* [ABOUT THIS EXERCISE] All the lines below need retyping exactly, apart from the images.
ENTRIES SHOWN Block Start
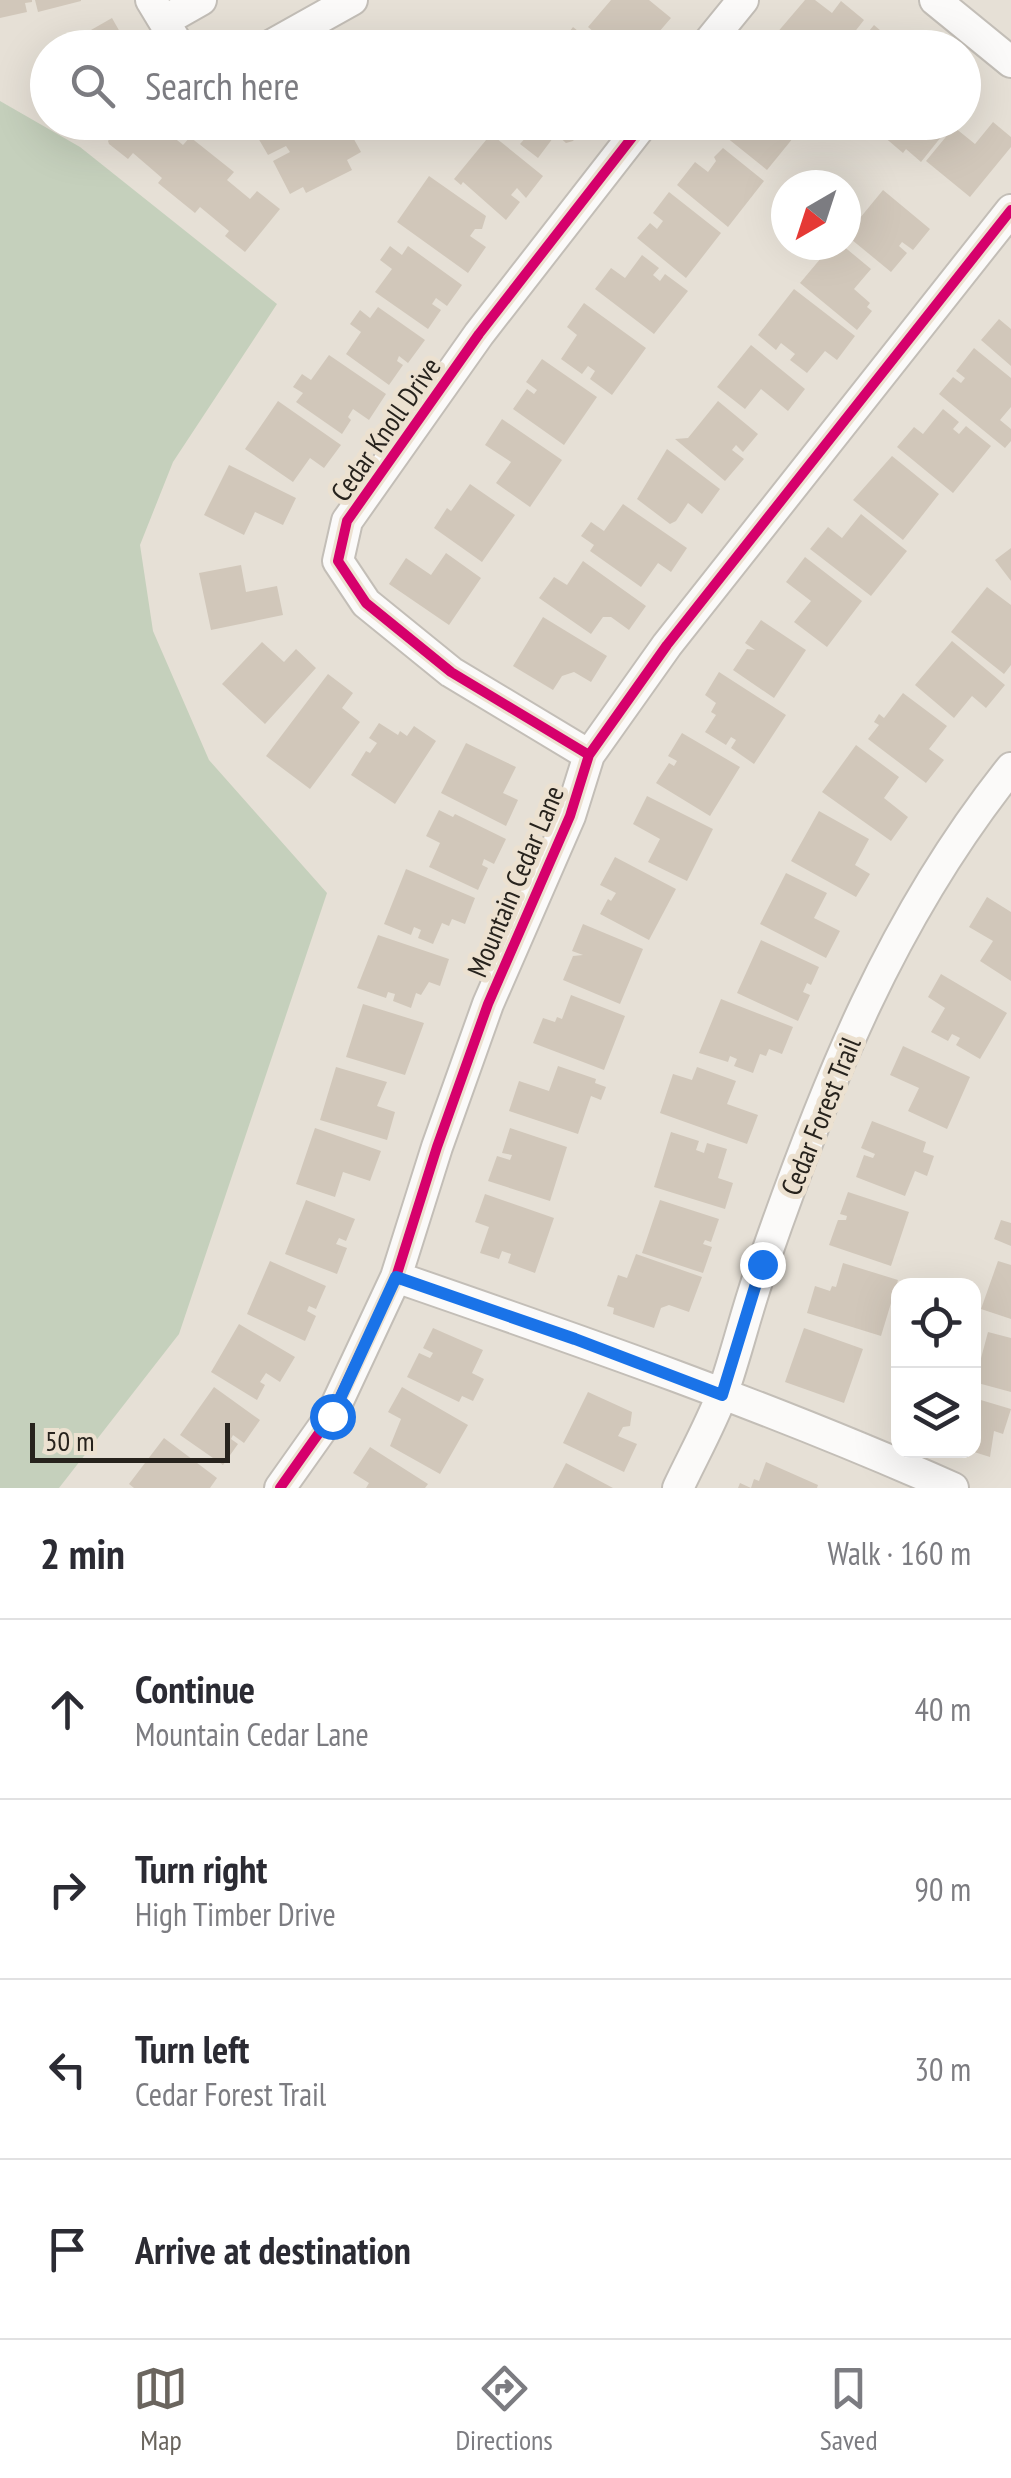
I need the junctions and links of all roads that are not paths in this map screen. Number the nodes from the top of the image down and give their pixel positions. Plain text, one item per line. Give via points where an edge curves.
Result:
1 (201, 0) edge
2 (352, 0) edge
3 (743, 0) edge
4 (935, 0) edge
5 (165, 23) edge
6 (298, 30) edge
7 (719, 30) edge
8 (972, 30) edge
9 (981, 38) edge
10 (1011, 62) edge
11 (630, 140) edge
12 (1011, 210) edge
13 (589, 755) junction
14 (1011, 768) edge
15 (396, 1277) junction
16 (722, 1395) junction
17 (280, 1488) edge
18 (678, 1488) edge
19 (953, 1488) edge

1 - 5 street
2 - 6 street
3 - 7 street
4 - 8 street
9 - 10 street
11 - 13 street, Cedar Knoll Drive via 479,334 358,505 338,561 366,604 451,672
12 - 13 street, Mountain Cedar Lane via 667,646
13 - 15 street, Mountain Cedar Lane via 570,816 488,1004
14 - 16 street, Cedar Forest Trail via 922,893 868,996 762,1264
15 - 16 street
15 - 17 street, Mountain Cedar Lane via 332,1416
16 - 18 street, Cedar Forest Trail
16 - 19 street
ENTRIES SHOWN Block End
* [RESPONSE TO THIS TASK]
I need the junctions and links of all roads that are not paths in this map screen. Number the nodes from the top of the image down and give their pixel positions. Plain text, one item per line. Give via points where an edge curves.
Result:
1 (201, 0) edge
2 (352, 0) edge
3 (743, 0) edge
4 (935, 0) edge
5 (165, 23) edge
6 (298, 30) edge
7 (719, 30) edge
8 (972, 30) edge
9 (981, 38) edge
10 (1011, 62) edge
11 (630, 140) edge
12 (1011, 210) edge
13 (589, 755) junction
14 (1011, 768) edge
15 (396, 1277) junction
16 (722, 1395) junction
17 (280, 1488) edge
18 (678, 1488) edge
19 (953, 1488) edge

1 - 5 street
2 - 6 street
3 - 7 street
4 - 8 street
9 - 10 street
11 - 13 street, Cedar Knoll Drive via 479,334 358,505 338,561 366,604 451,672
12 - 13 street, Mountain Cedar Lane via 667,646
13 - 15 street, Mountain Cedar Lane via 570,816 488,1004
14 - 16 street, Cedar Forest Trail via 922,893 868,996 762,1264
15 - 16 street
15 - 17 street, Mountain Cedar Lane via 332,1416
16 - 18 street, Cedar Forest Trail
16 - 19 street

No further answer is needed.